If this piece strikes a nerve, it probably should. You’re the “you” I’m talking to. (In other words, a hit dog will holler.) If it doesn’t strike a nerve, good! That means you are self-aware and considerate. But I guess you won’t know either way until you make it to the end, so…keep reading.
I’m sure you’ve read all the recent think pieces, seen the comedy bits full of memes and gifs and watched the recent celebrity interviews related to the topic of being single and/or childless. We singles and marrieds with no kids (or not enough kids for your taste) are tired of the questions about why we’re still single or still childless. We’re tired of the assumptions. We’re tired of the unsolicited “advice”. Because underlying all your questions and condescending comments disguised as concern is the assumption that we want your life. The assumption that you’re the standard by which we should measure ourselves. The assumption that we don’t have a plan for our own lives or disapproval of the plans we do have. Actually, let’s rewind. Let me not speak for anyone but myself. Let me explain to you why I’m tired of it.

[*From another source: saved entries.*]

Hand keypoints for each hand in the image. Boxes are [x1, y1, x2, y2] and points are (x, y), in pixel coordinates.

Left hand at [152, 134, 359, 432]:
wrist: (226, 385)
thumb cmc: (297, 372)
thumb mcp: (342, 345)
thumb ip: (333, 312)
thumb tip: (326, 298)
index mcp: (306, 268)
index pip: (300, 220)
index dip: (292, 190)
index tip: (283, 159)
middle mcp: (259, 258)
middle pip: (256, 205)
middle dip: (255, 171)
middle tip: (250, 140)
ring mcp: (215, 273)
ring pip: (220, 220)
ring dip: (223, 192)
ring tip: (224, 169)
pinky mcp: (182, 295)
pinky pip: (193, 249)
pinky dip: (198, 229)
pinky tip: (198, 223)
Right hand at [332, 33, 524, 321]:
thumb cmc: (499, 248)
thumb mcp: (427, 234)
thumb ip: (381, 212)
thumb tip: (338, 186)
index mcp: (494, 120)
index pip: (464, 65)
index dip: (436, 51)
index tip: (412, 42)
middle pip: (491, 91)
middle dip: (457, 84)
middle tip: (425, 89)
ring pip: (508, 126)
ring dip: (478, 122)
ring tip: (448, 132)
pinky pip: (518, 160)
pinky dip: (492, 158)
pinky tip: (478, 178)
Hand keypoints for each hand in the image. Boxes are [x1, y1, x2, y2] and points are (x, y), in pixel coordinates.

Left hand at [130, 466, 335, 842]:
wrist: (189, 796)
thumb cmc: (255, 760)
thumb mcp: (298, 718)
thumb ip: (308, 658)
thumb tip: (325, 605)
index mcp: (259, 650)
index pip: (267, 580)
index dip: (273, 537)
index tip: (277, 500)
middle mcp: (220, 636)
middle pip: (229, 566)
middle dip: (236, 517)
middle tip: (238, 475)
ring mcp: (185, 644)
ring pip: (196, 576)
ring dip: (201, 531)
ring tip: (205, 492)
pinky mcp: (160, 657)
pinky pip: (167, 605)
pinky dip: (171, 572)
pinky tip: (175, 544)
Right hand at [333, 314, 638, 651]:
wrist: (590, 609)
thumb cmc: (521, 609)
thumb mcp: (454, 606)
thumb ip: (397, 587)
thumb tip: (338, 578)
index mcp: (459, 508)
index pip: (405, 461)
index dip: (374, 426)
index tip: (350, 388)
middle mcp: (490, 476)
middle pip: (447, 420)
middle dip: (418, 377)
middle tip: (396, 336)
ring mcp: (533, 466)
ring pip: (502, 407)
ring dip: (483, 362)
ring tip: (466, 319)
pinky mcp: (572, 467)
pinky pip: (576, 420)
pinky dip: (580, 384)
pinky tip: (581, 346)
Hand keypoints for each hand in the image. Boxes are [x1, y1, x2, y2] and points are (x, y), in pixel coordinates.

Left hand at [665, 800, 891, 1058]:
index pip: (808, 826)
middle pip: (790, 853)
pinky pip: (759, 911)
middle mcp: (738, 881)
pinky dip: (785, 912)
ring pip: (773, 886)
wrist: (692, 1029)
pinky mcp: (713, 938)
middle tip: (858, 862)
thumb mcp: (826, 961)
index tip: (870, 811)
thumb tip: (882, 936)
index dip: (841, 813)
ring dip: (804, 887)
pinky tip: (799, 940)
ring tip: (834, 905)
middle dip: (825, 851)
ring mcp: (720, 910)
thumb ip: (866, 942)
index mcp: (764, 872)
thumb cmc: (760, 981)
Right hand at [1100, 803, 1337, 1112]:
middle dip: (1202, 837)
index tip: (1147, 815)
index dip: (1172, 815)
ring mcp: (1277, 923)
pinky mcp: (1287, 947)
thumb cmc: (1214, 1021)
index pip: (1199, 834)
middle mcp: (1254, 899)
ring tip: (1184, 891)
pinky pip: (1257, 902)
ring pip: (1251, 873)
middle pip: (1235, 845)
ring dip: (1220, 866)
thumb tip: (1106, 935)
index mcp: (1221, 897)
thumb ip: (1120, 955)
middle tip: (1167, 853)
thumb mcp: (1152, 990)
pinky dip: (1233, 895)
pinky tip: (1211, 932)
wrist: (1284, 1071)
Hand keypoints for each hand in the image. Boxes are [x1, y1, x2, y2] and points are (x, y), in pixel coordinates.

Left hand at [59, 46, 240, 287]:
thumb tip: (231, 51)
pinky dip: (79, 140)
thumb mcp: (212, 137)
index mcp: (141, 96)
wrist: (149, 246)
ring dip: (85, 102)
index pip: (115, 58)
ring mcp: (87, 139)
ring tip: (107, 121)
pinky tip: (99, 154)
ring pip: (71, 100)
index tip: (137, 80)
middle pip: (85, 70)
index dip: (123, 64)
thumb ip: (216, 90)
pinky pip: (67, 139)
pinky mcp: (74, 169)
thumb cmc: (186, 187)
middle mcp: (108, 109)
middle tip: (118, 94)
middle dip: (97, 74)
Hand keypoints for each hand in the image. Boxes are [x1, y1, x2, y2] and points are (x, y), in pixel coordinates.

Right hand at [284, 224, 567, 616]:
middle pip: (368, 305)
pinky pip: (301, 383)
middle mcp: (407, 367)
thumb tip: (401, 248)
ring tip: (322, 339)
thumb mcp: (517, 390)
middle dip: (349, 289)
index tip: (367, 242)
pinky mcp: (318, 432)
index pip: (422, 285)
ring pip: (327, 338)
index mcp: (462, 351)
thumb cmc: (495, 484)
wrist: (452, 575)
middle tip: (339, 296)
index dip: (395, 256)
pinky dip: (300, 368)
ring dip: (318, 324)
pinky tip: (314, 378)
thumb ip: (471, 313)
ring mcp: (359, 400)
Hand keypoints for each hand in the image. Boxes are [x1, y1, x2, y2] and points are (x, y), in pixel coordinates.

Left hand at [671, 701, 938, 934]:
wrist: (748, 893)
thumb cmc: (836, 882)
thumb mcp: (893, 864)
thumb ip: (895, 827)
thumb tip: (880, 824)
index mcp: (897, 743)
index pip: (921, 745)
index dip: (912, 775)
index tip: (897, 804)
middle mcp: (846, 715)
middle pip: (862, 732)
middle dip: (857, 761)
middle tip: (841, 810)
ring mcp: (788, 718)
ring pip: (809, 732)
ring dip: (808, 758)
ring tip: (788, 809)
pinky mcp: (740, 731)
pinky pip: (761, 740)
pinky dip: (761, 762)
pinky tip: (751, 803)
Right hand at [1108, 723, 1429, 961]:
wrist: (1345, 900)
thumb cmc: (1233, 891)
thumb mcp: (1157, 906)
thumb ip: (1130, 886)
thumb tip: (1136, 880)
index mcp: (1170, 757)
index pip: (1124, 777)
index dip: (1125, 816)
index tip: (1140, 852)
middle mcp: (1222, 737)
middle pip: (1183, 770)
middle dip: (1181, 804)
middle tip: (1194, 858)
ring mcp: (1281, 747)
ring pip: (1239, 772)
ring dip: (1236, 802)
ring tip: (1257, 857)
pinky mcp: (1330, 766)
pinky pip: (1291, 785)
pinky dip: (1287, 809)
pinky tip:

1) You’re not being genuine; you’re being judgmental. There is a difference between making conversation and judging. There is a difference between questions like, “Are you single?” and “Why are you still single?” Questions like, “Are you dating?”… “Looking to date?”… “Interested in getting married?” in my mind can be fairly benign if not asked in rapid succession. And they are definitely different from, “What are you doing to put yourself out there more [since you’re not married]?” With this question, you’re being presumptive and accusatory. And rude. You’re insinuating that there must be something wrong with me. Why do I have to put myself “out there” more? Am I doing something wrong by choosing to live my life the way I choose to live it? I’m not doing anything to put myself out there more. Absolutely nothing. And that’s fine with me…why can’t it be fine with you? Can I live?!
2) You’re being pushy. Some people ignore clues. For example, if you’re asking questions and folks respond with one word answers, back off! “Are you dating anyone?” “No.” “Why not?” “Because.” “Because what?” You’re skatin’ on thin ice, slim. Stop being nosy! Maybe I just got out of a relationship and I’m still raw. Maybe I’m in a relationship but just don’t want to talk to you about it. Maybe I’m too busy for your inquisition and don’t have time to engage you. Also, and here’s the most likely circumstance, maybe it’s none of your business.
3) You’re assuming that because Person X is single, they’d automatically be interested in Person Y who is also single. The assumption that all single people want not to be single and are willing to be set up blindly with someone they haven’t screened is an incorrect assumption. True story: A friend once told me (not asked me, told me) she’d planned to hook me up with one of her husband’s friends, but opted not to because her husband wasn’t on board with the plan. He was concerned that if there was a break-up later, they would be caught in the middle. The problem with her plan is that she never considered whether those who were to be hooked up (particularly me) actually wanted to be hooked up. Don’t I get a say in the matter?
4) You’re assuming that there is something enviable about your own marriage or relationship…and to me, there isn’t. This is my opinion. And when it comes to me allowing others to play matchmaker for me, my opinion is the only one that matters. You may think you have a good marriage, but I’ve observed the relationship you have with your husband/wife…and maybe I don’t want that. I’ve also seen the relationship you have with your kids…don’t really want that either. If you’d be offended by my unsolicited thoughts on your marriage, relationship, or parenting skills, then put yourself in my shoes. If I didn’t come to you and ask you for assistance, take heed. You don’t have the credentials to hook me up.
5) You’re diminishing my overall worth when you place so much value on me being single. True story: I have a “friend” who reaches out about once a quarter to catch up. “How have you been doing?” he always asks. “Great! Life is really good,” I usually say. “Oh? So you found a man?” For real…this is how our conversation goes every time we talk. And one would deduce that the last conversation we had was about relationships. Nope. We mostly talk about our careers. Life is good because I’m happy, healthy, my family is doing well, I just got back from a great vacation, I’m excited about my new project at work, I just got certified to teach yoga/typing/underwater basket weaving/whatever, I successfully baked my first cake without burnt edges, I successfully gave myself my first relaxer without burnt edges, etc. But none of that matters to you. All you care about is whether or not I’ve “found” a man. I might need to stop taking your calls.
In conclusion, I don’t feel the need to live my life by your standards. You don’t know my financial situation. You don’t know my health situation. What if I have a plan and actual goals I want to achieve before I decide to get married or start a family? What if I can’t start a family?
Maybe I’m still childless because I like taking real vacations rather than just trips, because that’s what happens when you take kids. You’re not vacating your everyday life…you’re taking your life with you to a new location. Maybe I’m still childless because I’ve run the numbers and learned that I can retire a lot sooner if I don’t have kids. Maybe I’m still childless because I like to sleep until noon on Saturdays. Or maybe I’m still childless because I’m still single. And I’m still single because I’m not married…yet. And that’s it. Not always single, just single right now. Get a grip. And mind your business.